Only the lines from the one with "middle dip: (1053, 797)" through the end of the data are wanted, copied exactly.

───── SUPPLIED MATERIAL ─────

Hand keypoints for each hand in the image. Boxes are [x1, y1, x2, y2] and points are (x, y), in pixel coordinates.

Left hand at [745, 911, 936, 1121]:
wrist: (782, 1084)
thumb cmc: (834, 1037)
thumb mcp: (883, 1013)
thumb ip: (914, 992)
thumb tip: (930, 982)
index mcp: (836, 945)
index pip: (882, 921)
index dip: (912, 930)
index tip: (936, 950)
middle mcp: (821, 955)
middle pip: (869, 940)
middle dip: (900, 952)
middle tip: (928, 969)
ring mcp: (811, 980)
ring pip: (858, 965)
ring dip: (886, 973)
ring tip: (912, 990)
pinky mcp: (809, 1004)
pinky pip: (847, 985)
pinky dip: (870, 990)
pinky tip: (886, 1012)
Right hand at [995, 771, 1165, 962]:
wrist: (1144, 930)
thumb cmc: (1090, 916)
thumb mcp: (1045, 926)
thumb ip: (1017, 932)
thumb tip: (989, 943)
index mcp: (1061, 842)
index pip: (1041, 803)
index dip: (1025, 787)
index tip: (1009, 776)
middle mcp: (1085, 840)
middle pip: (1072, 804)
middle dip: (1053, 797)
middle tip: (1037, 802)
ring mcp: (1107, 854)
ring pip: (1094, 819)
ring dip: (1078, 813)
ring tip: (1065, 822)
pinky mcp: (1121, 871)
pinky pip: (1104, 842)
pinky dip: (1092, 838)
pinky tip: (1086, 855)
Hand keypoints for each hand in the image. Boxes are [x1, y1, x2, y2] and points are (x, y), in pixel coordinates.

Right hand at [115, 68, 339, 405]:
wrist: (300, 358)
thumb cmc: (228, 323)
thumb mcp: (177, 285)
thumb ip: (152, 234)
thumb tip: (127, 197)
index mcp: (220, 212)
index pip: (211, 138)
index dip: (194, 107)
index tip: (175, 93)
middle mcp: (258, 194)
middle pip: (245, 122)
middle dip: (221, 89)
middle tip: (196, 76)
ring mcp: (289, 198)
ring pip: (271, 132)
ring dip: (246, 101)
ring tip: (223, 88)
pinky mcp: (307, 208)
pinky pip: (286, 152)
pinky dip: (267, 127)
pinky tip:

─────

> [THE COMPLETED TASK]
middle dip: (1053, 797)
middle tip: (1037, 802)
ring mcp: (1107, 854)
ring pip: (1094, 819)
ring dip: (1078, 813)
ring tip: (1065, 822)
pinky mcp: (1121, 871)
pinky pip: (1104, 842)
pinky dip: (1092, 838)
pinky tip: (1086, 855)
Hand keypoints for each hand in the image. Boxes are [x1, y1, x2, y2] and points are (x, y), in pixel coordinates.

Right hand at [115, 68, 339, 405]:
wrist: (300, 358)
thumb cmc: (228, 323)
thumb mcp: (177, 285)
thumb ip: (152, 234)
thumb tip: (127, 197)
index mcp: (220, 212)
index pip: (211, 138)
index dip: (194, 107)
index tip: (175, 93)
middle mcp: (258, 194)
middle pip: (245, 122)
middle dip: (221, 89)
middle tip: (196, 76)
ring mcp: (289, 198)
ring pip: (271, 132)
ring dip: (246, 101)
ring tip: (223, 88)
pinky mcp: (307, 208)
pinky pip: (286, 152)
pinky dip: (267, 127)
pinky tip:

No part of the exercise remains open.